ECG Signal Denoising Using Multi-scale Patch Embedding and Transformers
Ding Zhu, Vishnu Kabir Chhabra, Mohammad Mahdi Khalili
TL;DR
This work tackles ECG denoising under diverse noise conditions by introducing a Transformer-based denoising model that employs multi-scale patch embeddings from a 1D convolutional front-end. The architecture follows a U-Net-like encoder–decoder with Transformer blocks and patch merging/separating, operating on multi-resolution temporal features. Experimental results on the MIT-BIH dataset show superior denoising performance (higher SNR, lower RMSE) across noise types compared to baselines, and downstream classification tasks with denoised signals achieve superior accuracy relative to noisy inputs.

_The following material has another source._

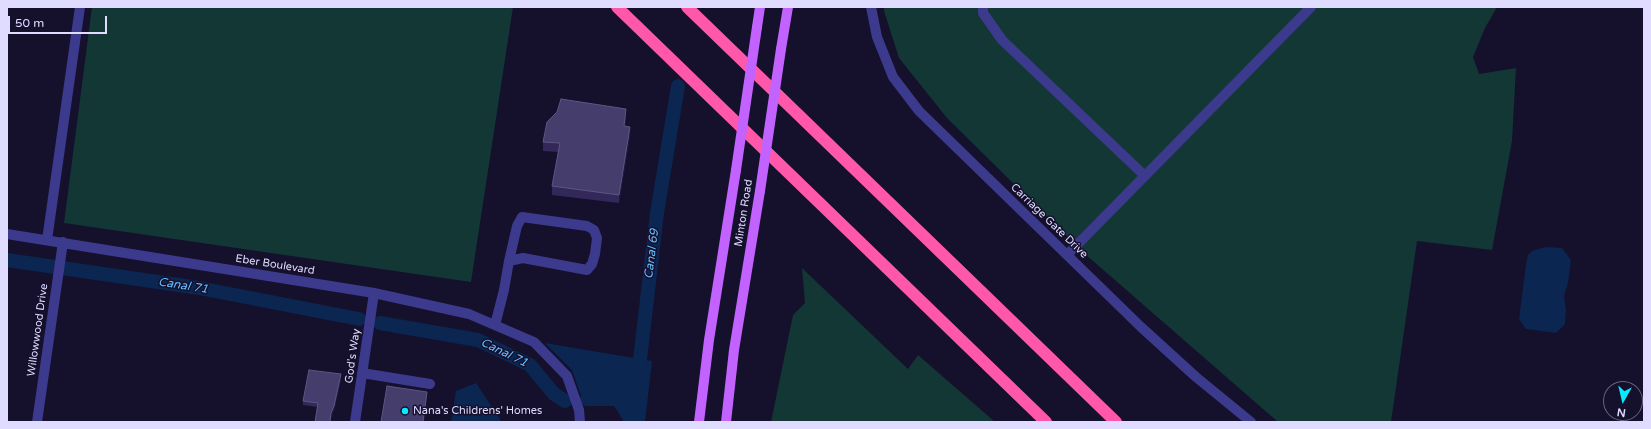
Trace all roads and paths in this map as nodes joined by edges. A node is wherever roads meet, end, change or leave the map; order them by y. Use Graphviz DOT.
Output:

The approach demonstrates effective capture of multi-scale temporal noise components, with practical implications for robust wearable ECG monitoring and downstream diagnostics.
Abstract
Cardiovascular disease is a major life-threatening condition that is commonly monitored using electrocardiogram (ECG) signals. However, these signals are often contaminated by various types of noise at different intensities, significantly interfering with downstream tasks. Therefore, denoising ECG signals and increasing the signal-to-noise ratio is crucial for cardiovascular monitoring. In this paper, we propose a deep learning method that combines a one-dimensional convolutional layer with transformer architecture for denoising ECG signals. The convolutional layer processes the ECG signal by various kernel/patch sizes and generates an embedding called multi-scale patch embedding. The embedding then is used as the input of a transformer network and enhances the capability of the transformer for denoising the ECG signal.